* **DATA PROVIDED**:
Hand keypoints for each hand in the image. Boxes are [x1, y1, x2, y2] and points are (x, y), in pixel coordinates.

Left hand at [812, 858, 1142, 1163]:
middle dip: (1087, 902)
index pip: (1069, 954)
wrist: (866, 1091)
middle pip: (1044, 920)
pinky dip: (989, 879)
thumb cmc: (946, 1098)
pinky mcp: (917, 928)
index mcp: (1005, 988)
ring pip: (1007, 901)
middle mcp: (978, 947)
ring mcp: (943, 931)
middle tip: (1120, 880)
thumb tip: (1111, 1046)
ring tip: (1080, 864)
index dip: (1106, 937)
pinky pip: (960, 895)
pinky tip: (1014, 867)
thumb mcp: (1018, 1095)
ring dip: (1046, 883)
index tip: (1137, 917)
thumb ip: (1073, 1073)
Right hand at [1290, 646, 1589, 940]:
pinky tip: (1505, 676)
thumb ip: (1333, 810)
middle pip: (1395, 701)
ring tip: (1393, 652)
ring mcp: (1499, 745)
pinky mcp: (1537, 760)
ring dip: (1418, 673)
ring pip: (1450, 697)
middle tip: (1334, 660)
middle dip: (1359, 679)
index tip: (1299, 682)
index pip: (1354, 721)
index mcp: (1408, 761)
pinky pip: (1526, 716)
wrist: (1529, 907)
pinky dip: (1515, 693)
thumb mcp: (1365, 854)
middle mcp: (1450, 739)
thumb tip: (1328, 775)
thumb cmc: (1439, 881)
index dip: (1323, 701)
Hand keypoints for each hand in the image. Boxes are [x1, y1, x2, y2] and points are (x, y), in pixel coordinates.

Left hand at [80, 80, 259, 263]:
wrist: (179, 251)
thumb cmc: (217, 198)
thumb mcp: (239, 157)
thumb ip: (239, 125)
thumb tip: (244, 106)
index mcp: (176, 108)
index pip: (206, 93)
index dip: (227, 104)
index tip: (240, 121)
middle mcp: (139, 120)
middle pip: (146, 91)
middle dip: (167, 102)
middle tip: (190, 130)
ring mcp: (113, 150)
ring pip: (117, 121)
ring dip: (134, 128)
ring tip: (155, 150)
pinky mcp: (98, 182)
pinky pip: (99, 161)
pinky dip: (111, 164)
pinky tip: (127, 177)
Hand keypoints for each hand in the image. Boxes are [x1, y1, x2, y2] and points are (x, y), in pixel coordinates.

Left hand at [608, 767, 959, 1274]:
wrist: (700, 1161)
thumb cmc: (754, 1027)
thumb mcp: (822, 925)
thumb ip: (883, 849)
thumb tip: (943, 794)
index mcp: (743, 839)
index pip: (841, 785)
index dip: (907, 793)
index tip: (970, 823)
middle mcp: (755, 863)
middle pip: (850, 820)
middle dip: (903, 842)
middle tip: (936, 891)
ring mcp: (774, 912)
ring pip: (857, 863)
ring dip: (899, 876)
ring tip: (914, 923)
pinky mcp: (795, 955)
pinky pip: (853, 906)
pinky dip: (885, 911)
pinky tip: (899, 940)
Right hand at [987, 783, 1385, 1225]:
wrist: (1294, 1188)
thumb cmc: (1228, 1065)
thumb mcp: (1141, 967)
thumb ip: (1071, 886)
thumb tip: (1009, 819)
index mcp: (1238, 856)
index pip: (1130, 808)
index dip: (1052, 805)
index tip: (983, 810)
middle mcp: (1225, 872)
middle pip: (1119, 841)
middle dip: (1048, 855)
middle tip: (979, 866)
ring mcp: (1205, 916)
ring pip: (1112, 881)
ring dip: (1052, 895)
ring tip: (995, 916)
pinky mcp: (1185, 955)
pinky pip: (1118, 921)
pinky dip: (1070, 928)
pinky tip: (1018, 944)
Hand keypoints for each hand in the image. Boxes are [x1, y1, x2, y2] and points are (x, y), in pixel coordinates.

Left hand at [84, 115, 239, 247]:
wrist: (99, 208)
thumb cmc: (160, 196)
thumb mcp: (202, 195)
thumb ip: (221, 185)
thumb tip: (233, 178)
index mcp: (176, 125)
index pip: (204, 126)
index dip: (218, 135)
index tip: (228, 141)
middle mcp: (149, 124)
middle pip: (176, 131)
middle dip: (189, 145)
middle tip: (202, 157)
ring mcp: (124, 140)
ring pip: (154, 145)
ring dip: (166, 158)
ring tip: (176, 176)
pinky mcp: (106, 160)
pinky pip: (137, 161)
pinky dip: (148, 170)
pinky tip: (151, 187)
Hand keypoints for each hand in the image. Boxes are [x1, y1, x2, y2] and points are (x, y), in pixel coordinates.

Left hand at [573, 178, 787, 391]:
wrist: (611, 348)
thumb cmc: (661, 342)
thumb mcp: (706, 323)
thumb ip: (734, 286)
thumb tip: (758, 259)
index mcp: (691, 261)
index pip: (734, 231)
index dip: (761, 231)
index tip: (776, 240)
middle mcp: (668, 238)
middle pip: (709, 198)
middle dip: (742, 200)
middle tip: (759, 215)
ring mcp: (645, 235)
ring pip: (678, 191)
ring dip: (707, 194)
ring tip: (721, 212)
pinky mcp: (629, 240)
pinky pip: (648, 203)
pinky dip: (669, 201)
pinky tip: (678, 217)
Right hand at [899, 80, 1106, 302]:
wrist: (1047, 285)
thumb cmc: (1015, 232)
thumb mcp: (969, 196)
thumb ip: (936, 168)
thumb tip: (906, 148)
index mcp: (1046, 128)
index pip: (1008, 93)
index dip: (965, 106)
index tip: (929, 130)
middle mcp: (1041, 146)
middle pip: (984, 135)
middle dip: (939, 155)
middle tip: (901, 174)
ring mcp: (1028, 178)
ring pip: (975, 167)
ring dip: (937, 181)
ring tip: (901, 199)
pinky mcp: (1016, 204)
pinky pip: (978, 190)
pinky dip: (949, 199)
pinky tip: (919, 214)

* **TASK ITEM**: Reproduce exactly the entries above, limited to the lines from the one with "pinky pip: (960, 895)" through the one with "index tip: (240, 121)", both included.

* **ANSWER SECTION**:
pinky pip: (960, 895)
pinky tip: (1014, 867)
thumb mcp: (1018, 1095)
ring dip: (1046, 883)
index tip: (1137, 917)
thumb ip: (1073, 1073)
Right hand at [1290, 646, 1589, 940]:
pinky tip: (1505, 676)
thumb ip: (1333, 810)
middle pip: (1395, 701)
ring tip: (1393, 652)
ring mcp: (1499, 745)
pinky mcp: (1537, 760)
ring dip: (1418, 673)
ring pip: (1450, 697)
middle tip: (1334, 660)
middle dip: (1359, 679)
index tip: (1299, 682)
index pip: (1354, 721)
index mcp: (1408, 761)
pinky pip: (1526, 716)
wrist: (1529, 907)
pinky dip: (1515, 693)
thumb mcp: (1365, 854)
middle mcp: (1450, 739)
thumb tip: (1328, 775)
thumb cmc: (1439, 881)
index dip: (1323, 701)
Hand keypoints for each hand in the image. Boxes are [x1, y1, x2, y2] and points are (x, y), in pixel coordinates.

Left hand at [80, 80, 259, 263]:
wrist: (179, 251)
thumb cmc: (217, 198)
thumb mcp: (239, 157)
thumb ip: (239, 125)
thumb tip: (244, 106)
index mcp: (176, 108)
index pip: (206, 93)
index dip: (227, 104)
index tip: (240, 121)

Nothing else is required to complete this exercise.